Figure 2.

(A) Design principles of the improved nanobiosensor for arginase detection. Due to the presence of seven L-arginine residues in G(R₇) TCPP is quenched by means of three quenching mechanisms: 1) plasmonic quenching, 2) FRET, and 3) proton transfer quenching. When L-arginase is modified by arginase (I + II) to L-ornithine, the dynamics of the tether changes, thus reducing plasmonic quenching and FRET. Due to the hydrolytic release of urea from L-arginine, proton transfer quenching is no longer possible, and the reaction ceases. The overall effect is switching on TCPP fluorescence, in response to arginase activity, which can then be quantified. (B) Design principles of nanobiosensors for cytokine/chemokine detection. Instead of a consensus sequence, the tether features a peptide-binding site for an epitope on the cytokine/chemokine of interest.

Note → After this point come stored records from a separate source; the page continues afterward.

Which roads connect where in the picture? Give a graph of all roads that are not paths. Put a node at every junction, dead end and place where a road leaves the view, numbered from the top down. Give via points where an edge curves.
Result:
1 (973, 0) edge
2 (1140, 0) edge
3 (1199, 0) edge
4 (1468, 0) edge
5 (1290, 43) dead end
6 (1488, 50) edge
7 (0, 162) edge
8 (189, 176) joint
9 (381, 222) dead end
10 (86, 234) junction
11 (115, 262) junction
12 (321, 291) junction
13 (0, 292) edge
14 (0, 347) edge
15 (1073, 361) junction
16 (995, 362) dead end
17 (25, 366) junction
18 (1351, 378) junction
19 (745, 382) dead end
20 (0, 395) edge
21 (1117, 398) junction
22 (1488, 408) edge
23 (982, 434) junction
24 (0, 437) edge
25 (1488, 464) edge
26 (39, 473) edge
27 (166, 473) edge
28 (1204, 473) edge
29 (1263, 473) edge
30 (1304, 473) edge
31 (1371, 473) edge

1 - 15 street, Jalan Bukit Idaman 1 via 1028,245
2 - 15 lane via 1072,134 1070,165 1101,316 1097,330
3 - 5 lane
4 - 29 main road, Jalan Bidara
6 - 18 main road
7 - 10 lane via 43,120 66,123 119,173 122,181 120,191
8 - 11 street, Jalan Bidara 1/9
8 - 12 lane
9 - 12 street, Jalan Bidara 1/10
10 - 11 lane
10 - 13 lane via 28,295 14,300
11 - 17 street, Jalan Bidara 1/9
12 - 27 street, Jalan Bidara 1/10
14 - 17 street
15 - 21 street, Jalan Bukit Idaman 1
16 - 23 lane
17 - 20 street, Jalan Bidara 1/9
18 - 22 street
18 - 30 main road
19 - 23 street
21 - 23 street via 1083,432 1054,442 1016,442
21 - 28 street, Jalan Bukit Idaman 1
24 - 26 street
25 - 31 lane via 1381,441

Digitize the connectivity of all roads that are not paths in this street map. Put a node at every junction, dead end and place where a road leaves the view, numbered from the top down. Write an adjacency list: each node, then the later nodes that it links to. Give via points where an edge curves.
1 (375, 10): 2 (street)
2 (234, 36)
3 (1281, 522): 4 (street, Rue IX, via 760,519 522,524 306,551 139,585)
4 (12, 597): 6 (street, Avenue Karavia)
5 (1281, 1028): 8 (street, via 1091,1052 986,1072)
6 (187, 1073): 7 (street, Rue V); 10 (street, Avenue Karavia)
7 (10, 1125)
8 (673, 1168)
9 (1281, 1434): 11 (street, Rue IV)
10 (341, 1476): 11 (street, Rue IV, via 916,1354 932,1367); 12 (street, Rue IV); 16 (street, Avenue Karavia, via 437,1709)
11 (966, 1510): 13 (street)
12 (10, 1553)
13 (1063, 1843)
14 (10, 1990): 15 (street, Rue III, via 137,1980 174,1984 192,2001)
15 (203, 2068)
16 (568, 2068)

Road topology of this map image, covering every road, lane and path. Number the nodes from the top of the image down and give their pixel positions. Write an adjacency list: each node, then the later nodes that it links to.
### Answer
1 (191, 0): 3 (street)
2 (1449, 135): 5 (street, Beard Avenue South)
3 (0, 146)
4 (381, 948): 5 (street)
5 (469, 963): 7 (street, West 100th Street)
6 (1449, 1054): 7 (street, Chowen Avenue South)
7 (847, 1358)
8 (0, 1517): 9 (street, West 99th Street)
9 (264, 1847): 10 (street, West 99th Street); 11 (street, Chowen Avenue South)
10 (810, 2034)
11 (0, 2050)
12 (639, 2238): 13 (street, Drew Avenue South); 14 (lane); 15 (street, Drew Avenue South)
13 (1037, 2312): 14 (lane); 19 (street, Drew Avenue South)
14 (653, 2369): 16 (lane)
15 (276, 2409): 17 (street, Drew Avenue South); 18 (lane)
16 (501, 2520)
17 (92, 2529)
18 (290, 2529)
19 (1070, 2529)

Cytokine/chemokine binding triggers a conformational change of the tether, resulting in a statistical increase of TCPP and Fe/Fe₃O₄/Cyanine (Cy) 5.5, which decreases both plasmonic quenching and FRET. Consequently, fluorescence increase of TCPP is observed. Whereas the distance dependence of FRET processes decreases with r⁻⁶, surface energy transfer, also known as plasmonic quenching,⁴² drops off according to r⁻⁴ characteristics.